What the exercise asks: Look below for the line containing "ring tip: (608, 214)"; from there, print each line exactly up to and including the line containing "ring pip: (280, 225)", and stop.

Keypoint text descriptions:
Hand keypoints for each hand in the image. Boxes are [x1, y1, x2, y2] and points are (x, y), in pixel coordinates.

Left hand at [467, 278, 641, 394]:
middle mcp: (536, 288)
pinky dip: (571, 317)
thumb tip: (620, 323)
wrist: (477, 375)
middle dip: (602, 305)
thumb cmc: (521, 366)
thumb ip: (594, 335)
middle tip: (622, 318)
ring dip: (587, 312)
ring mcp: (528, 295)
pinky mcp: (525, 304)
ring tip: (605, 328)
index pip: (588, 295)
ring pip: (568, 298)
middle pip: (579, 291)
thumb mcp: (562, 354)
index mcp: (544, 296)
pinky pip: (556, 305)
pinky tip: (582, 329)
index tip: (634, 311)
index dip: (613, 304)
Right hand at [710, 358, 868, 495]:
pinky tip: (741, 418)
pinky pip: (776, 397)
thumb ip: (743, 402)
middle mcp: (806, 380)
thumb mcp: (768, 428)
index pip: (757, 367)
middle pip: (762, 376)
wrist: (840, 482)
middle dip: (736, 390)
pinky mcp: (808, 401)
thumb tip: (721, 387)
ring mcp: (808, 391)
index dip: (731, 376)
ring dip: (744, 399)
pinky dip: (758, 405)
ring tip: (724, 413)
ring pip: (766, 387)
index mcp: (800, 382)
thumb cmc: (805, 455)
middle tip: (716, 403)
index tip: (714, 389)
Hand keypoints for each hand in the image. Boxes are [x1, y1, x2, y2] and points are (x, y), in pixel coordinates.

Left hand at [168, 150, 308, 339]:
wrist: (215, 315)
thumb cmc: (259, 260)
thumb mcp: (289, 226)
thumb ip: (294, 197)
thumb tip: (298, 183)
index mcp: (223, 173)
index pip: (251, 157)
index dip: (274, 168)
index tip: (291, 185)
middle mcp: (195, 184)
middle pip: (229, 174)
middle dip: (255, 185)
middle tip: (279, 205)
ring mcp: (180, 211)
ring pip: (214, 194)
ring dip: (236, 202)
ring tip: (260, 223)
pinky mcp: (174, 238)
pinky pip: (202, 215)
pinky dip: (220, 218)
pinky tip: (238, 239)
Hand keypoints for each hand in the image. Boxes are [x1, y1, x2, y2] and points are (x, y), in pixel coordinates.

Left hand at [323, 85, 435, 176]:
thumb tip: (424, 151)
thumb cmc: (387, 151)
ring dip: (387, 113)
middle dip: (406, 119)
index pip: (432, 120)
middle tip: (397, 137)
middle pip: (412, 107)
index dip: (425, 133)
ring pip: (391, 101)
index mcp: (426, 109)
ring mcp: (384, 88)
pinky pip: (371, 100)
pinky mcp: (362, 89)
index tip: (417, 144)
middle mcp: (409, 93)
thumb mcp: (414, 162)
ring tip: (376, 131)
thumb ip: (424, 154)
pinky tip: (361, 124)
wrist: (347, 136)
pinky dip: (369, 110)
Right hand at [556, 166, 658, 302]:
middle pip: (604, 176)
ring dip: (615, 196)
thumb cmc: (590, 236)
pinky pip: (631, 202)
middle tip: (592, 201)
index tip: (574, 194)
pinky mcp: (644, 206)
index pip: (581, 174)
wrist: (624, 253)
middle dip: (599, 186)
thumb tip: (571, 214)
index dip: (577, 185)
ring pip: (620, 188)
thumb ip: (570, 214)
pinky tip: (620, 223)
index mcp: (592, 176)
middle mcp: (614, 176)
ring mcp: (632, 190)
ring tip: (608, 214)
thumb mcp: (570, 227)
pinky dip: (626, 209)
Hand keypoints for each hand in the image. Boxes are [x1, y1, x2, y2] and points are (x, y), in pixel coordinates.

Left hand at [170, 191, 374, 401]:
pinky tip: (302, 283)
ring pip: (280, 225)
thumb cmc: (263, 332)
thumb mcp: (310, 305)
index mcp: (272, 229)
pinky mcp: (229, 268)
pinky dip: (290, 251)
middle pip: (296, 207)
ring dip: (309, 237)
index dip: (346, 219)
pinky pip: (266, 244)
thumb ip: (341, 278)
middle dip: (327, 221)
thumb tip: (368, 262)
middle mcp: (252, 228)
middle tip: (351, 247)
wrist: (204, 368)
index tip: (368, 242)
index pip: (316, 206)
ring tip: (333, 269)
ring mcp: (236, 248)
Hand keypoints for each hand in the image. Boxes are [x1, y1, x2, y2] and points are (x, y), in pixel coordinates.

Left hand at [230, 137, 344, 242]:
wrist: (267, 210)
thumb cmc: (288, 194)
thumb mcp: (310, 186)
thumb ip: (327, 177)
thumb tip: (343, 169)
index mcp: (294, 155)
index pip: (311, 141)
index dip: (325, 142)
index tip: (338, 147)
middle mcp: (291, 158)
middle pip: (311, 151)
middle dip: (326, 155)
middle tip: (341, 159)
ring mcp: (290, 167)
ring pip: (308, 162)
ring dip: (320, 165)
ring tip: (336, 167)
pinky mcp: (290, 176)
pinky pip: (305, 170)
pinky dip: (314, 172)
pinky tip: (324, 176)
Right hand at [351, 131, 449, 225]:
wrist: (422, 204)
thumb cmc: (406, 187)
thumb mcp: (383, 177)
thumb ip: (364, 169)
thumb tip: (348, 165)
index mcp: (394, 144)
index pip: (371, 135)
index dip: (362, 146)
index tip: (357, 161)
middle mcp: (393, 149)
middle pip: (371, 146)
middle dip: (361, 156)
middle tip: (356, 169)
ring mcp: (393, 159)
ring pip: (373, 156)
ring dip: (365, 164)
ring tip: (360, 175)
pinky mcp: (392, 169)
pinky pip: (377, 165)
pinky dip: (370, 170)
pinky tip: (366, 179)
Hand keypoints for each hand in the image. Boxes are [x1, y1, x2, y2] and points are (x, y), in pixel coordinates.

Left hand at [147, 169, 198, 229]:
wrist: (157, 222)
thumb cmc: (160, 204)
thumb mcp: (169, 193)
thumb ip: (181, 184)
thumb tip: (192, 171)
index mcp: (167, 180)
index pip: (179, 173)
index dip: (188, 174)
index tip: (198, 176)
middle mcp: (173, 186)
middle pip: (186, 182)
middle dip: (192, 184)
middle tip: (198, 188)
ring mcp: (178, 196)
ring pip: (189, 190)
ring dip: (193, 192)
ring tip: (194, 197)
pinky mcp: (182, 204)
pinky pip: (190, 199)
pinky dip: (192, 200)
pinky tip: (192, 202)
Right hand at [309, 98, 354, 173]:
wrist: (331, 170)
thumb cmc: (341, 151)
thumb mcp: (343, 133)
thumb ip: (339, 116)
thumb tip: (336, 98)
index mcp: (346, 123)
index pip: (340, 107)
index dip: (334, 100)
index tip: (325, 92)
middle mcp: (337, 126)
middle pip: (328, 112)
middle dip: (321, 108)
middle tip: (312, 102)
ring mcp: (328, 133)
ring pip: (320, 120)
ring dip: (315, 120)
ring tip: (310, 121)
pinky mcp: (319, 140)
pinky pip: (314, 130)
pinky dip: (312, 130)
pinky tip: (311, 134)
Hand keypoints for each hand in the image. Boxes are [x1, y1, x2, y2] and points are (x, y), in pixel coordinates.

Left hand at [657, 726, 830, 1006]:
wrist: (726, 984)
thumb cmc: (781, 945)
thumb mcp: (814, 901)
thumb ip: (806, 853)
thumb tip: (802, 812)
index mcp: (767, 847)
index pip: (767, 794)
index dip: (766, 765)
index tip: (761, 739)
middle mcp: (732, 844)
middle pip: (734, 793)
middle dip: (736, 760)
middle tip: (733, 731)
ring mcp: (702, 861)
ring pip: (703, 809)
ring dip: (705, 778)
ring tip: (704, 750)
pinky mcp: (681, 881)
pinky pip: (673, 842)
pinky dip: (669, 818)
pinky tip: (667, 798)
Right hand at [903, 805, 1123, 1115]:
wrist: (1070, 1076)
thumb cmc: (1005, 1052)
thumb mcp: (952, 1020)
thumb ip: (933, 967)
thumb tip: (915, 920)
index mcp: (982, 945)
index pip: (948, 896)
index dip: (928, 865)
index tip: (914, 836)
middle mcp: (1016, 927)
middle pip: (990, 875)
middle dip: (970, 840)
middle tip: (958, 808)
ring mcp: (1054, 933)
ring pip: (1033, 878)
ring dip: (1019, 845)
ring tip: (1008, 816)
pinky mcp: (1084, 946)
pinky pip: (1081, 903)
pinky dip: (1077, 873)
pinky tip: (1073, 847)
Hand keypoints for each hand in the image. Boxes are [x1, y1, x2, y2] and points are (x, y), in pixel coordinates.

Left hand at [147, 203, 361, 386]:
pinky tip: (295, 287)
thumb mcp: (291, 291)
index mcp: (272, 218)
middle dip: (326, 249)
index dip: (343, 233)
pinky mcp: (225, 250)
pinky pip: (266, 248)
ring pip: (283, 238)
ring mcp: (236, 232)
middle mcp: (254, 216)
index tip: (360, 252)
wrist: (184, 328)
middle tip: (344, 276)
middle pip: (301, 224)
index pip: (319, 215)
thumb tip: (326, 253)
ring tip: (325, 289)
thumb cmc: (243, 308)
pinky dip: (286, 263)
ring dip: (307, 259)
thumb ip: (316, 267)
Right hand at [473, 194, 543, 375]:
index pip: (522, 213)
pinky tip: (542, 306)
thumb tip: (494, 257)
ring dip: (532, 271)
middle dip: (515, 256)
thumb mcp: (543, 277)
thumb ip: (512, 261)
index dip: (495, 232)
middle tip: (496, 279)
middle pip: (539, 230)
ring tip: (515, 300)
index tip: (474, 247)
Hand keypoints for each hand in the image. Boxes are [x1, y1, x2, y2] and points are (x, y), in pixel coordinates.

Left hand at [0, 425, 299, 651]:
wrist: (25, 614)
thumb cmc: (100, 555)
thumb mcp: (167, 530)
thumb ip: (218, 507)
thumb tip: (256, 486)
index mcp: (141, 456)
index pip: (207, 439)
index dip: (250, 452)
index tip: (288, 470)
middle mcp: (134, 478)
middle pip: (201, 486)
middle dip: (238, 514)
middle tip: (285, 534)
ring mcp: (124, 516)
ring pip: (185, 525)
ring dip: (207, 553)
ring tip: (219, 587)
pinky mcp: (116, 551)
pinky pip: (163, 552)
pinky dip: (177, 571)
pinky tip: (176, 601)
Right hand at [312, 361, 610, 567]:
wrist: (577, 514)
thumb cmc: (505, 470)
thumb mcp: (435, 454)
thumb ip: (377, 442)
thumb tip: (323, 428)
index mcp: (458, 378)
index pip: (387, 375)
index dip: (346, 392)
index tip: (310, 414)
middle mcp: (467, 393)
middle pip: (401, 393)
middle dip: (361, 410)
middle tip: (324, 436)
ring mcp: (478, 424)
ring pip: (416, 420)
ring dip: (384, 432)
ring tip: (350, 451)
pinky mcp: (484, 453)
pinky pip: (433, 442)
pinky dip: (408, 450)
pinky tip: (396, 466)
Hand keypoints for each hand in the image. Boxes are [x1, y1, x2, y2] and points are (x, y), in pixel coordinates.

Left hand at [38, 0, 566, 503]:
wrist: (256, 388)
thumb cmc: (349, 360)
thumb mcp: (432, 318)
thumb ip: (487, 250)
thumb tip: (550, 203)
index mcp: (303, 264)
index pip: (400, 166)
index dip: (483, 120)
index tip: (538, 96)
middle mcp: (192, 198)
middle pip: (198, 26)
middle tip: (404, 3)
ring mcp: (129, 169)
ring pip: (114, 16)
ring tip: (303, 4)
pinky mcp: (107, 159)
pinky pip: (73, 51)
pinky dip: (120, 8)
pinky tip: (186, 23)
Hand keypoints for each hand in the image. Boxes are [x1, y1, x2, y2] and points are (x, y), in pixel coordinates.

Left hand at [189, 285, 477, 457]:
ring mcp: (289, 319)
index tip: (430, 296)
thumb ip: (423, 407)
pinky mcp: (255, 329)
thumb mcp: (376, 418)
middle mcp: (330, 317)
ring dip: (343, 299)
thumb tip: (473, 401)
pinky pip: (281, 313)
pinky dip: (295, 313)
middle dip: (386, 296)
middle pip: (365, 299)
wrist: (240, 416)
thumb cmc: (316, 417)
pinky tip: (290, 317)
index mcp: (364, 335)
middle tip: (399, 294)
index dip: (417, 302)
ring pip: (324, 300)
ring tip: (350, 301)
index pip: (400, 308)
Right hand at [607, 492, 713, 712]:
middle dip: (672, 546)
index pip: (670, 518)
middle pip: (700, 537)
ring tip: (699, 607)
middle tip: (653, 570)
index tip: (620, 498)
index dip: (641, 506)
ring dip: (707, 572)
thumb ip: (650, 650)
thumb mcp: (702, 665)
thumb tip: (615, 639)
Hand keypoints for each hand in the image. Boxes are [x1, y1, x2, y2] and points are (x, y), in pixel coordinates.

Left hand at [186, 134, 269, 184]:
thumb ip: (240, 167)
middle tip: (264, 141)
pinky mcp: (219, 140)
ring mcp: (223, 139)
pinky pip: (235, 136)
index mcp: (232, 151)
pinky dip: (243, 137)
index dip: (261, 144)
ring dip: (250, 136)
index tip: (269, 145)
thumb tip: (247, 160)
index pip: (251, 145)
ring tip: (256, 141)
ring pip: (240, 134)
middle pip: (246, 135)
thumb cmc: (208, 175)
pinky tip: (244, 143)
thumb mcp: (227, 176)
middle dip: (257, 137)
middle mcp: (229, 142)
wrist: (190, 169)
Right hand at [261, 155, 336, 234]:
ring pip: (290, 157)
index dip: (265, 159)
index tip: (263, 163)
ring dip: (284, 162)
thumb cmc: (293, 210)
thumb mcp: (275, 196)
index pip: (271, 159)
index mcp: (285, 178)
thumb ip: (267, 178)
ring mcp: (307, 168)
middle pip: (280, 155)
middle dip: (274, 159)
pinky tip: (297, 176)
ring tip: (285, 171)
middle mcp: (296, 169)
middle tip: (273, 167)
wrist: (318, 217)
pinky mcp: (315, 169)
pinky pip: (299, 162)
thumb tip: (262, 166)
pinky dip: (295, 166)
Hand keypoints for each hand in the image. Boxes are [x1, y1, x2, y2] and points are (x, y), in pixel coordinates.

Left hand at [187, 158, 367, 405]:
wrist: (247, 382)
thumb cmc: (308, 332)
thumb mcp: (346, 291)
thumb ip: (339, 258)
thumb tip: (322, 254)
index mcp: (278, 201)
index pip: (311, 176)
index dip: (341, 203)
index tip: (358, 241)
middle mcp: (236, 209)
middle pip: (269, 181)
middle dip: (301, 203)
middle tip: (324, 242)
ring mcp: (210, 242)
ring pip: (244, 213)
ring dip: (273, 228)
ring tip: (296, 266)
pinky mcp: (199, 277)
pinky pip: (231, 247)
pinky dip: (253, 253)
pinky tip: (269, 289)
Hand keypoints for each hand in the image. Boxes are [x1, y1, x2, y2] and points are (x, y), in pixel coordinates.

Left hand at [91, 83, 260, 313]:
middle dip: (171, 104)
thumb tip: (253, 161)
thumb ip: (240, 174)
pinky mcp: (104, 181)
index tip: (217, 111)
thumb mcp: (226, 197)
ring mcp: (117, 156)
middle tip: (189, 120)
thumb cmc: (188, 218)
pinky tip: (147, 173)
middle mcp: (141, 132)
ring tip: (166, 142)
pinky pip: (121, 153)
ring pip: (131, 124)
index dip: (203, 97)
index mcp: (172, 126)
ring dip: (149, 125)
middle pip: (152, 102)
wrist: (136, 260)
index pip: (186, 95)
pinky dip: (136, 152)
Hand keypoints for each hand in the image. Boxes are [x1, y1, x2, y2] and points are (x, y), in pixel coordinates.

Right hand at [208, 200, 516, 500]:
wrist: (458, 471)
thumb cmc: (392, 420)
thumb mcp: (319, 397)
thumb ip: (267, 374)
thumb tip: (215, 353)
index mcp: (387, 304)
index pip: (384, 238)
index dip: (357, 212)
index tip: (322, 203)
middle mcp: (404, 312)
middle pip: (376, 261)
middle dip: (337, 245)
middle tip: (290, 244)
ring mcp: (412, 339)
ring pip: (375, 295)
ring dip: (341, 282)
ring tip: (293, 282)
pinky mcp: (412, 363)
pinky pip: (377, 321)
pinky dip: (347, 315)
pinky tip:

Reply:
ring tip: (608, 214)
thumb mcp: (570, 227)
pinky dip: (626, 209)
Hand keypoints for each hand in the image. Boxes are [x1, y1, x2, y2] and points are (x, y), in pixel coordinates.

Left hand at [170, 191, 374, 401]:
pinky tip: (302, 283)
ring pip: (280, 225)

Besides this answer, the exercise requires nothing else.